▸ **Assignment**
Set down all of the records exactly.

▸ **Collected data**
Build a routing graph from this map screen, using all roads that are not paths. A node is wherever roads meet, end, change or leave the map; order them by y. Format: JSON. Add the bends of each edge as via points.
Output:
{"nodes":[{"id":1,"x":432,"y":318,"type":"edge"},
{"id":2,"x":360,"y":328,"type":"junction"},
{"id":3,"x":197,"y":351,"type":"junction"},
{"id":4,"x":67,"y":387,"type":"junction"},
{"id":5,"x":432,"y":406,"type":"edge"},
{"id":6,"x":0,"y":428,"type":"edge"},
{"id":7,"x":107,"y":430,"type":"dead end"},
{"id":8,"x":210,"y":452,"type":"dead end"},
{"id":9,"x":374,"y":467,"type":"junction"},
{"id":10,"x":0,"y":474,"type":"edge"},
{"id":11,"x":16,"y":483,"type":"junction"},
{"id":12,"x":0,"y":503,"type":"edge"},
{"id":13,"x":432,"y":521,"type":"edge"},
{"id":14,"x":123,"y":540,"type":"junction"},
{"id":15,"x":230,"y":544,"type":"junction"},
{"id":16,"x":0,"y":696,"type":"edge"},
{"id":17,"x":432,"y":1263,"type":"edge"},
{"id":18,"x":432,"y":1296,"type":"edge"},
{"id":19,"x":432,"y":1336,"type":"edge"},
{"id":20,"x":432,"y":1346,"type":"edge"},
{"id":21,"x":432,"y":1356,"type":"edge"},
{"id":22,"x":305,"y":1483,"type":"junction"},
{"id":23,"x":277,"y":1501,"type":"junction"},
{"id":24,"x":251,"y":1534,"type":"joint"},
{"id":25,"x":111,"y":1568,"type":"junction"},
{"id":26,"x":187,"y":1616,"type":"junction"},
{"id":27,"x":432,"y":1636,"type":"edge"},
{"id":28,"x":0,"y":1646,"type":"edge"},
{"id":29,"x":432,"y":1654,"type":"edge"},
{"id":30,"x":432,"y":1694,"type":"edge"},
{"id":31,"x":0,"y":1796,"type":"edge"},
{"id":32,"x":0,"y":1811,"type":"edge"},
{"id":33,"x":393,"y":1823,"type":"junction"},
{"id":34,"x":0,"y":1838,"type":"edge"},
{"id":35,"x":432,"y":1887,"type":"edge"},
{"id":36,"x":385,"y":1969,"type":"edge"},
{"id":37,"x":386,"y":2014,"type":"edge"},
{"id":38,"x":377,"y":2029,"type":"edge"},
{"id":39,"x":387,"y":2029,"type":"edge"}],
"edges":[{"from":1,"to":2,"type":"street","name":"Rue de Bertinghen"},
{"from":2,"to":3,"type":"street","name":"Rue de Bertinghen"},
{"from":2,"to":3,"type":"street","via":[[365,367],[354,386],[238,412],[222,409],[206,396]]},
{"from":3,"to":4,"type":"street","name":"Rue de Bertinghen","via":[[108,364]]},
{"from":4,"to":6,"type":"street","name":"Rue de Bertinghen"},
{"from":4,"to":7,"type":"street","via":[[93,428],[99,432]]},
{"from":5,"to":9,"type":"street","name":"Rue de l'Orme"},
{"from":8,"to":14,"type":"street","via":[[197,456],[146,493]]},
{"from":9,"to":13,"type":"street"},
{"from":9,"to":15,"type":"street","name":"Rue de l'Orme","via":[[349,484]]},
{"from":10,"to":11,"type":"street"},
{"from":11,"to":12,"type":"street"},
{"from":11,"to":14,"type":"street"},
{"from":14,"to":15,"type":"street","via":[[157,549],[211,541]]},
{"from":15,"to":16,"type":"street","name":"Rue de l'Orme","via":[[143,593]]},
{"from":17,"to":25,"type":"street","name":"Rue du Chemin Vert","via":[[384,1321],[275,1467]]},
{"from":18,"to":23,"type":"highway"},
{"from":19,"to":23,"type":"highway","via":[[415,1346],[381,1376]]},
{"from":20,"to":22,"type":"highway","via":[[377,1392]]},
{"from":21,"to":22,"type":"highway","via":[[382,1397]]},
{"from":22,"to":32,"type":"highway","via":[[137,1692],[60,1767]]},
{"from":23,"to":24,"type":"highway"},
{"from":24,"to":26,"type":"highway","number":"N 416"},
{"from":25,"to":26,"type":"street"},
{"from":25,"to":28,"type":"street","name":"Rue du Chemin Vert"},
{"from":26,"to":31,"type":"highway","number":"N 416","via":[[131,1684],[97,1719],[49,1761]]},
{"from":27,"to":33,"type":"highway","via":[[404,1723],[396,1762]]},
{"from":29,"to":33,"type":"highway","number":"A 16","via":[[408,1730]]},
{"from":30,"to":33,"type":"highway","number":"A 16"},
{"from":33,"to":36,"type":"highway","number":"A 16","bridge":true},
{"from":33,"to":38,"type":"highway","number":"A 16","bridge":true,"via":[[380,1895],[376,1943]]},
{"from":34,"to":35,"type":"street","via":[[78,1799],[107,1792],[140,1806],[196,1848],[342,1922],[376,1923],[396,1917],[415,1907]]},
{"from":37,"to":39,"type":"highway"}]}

▸ **Result of this exercise**
Build a routing graph from this map screen, using all roads that are not paths. A node is wherever roads meet, end, change or leave the map; order them by y. Format: JSON. Add the bends of each edge as via points.
Output:
{"nodes":[{"id":1,"x":432,"y":318,"type":"edge"},
{"id":2,"x":360,"y":328,"type":"junction"},
{"id":3,"x":197,"y":351,"type":"junction"},
{"id":4,"x":67,"y":387,"type":"junction"},
{"id":5,"x":432,"y":406,"type":"edge"},
{"id":6,"x":0,"y":428,"type":"edge"},
{"id":7,"x":107,"y":430,"type":"dead end"},
{"id":8,"x":210,"y":452,"type":"dead end"},
{"id":9,"x":374,"y":467,"type":"junction"},
{"id":10,"x":0,"y":474,"type":"edge"},
{"id":11,"x":16,"y":483,"type":"junction"},
{"id":12,"x":0,"y":503,"type":"edge"},
{"id":13,"x":432,"y":521,"type":"edge"},
{"id":14,"x":123,"y":540,"type":"junction"},
{"id":15,"x":230,"y":544,"type":"junction"},
{"id":16,"x":0,"y":696,"type":"edge"},
{"id":17,"x":432,"y":1263,"type":"edge"},
{"id":18,"x":432,"y":1296,"type":"edge"},
{"id":19,"x":432,"y":1336,"type":"edge"},
{"id":20,"x":432,"y":1346,"type":"edge"},
{"id":21,"x":432,"y":1356,"type":"edge"},
{"id":22,"x":305,"y":1483,"type":"junction"},
{"id":23,"x":277,"y":1501,"type":"junction"},
{"id":24,"x":251,"y":1534,"type":"joint"},
{"id":25,"x":111,"y":1568,"type":"junction"},
{"id":26,"x":187,"y":1616,"type":"junction"},
{"id":27,"x":432,"y":1636,"type":"edge"},
{"id":28,"x":0,"y":1646,"type":"edge"},
{"id":29,"x":432,"y":1654,"type":"edge"},
{"id":30,"x":432,"y":1694,"type":"edge"},
{"id":31,"x":0,"y":1796,"type":"edge"},
{"id":32,"x":0,"y":1811,"type":"edge"},
{"id":33,"x":393,"y":1823,"type":"junction"},
{"id":34,"x":0,"y":1838,"type":"edge"},
{"id":35,"x":432,"y":1887,"type":"edge"},
{"id":36,"x":385,"y":1969,"type":"edge"},
{"id":37,"x":386,"y":2014,"type":"edge"},
{"id":38,"x":377,"y":2029,"type":"edge"},
{"id":39,"x":387,"y":2029,"type":"edge"}],
"edges":[{"from":1,"to":2,"type":"street","name":"Rue de Bertinghen"},
{"from":2,"to":3,"type":"street","name":"Rue de Bertinghen"},
{"from":2,"to":3,"type":"street","via":[[365,367],[354,386],[238,412],[222,409],[206,396]]},
{"from":3,"to":4,"type":"street","name":"Rue de Bertinghen","via":[[108,364]]},
{"from":4,"to":6,"type":"street","name":"Rue de Bertinghen"},
{"from":4,"to":7,"type":"street","via":[[93,428],[99,432]]},
{"from":5,"to":9,"type":"street","name":"Rue de l'Orme"},
{"from":8,"to":14,"type":"street","via":[[197,456],[146,493]]},
{"from":9,"to":13,"type":"street"},
{"from":9,"to":15,"type":"street","name":"Rue de l'Orme","via":[[349,484]]},
{"from":10,"to":11,"type":"street"},
{"from":11,"to":12,"type":"street"},
{"from":11,"to":14,"type":"street"},
{"from":14,"to":15,"type":"street","via":[[157,549],[211,541]]},
{"from":15,"to":16,"type":"street","name":"Rue de l'Orme","via":[[143,593]]},
{"from":17,"to":25,"type":"street","name":"Rue du Chemin Vert","via":[[384,1321],[275,1467]]},
{"from":18,"to":23,"type":"highway"},
{"from":19,"to":23,"type":"highway","via":[[415,1346],[381,1376]]},
{"from":20,"to":22,"type":"highway","via":[[377,1392]]},
{"from":21,"to":22,"type":"highway","via":[[382,1397]]},
{"from":22,"to":32,"type":"highway","via":[[137,1692],[60,1767]]},
{"from":23,"to":24,"type":"highway"},
{"from":24,"to":26,"type":"highway","number":"N 416"},
{"from":25,"to":26,"type":"street"},
{"from":25,"to":28,"type":"street","name":"Rue du Chemin Vert"},
{"from":26,"to":31,"type":"highway","number":"N 416","via":[[131,1684],[97,1719],[49,1761]]},
{"from":27,"to":33,"type":"highway","via":[[404,1723],[396,1762]]},
{"from":29,"to":33,"type":"highway","number":"A 16","via":[[408,1730]]},
{"from":30,"to":33,"type":"highway","number":"A 16"},
{"from":33,"to":36,"type":"highway","number":"A 16","bridge":true},
{"from":33,"to":38,"type":"highway","number":"A 16","bridge":true,"via":[[380,1895],[376,1943]]},
{"from":34,"to":35,"type":"street","via":[[78,1799],[107,1792],[140,1806],[196,1848],[342,1922],[376,1923],[396,1917],[415,1907]]},
{"from":37,"to":39,"type":"highway"}]}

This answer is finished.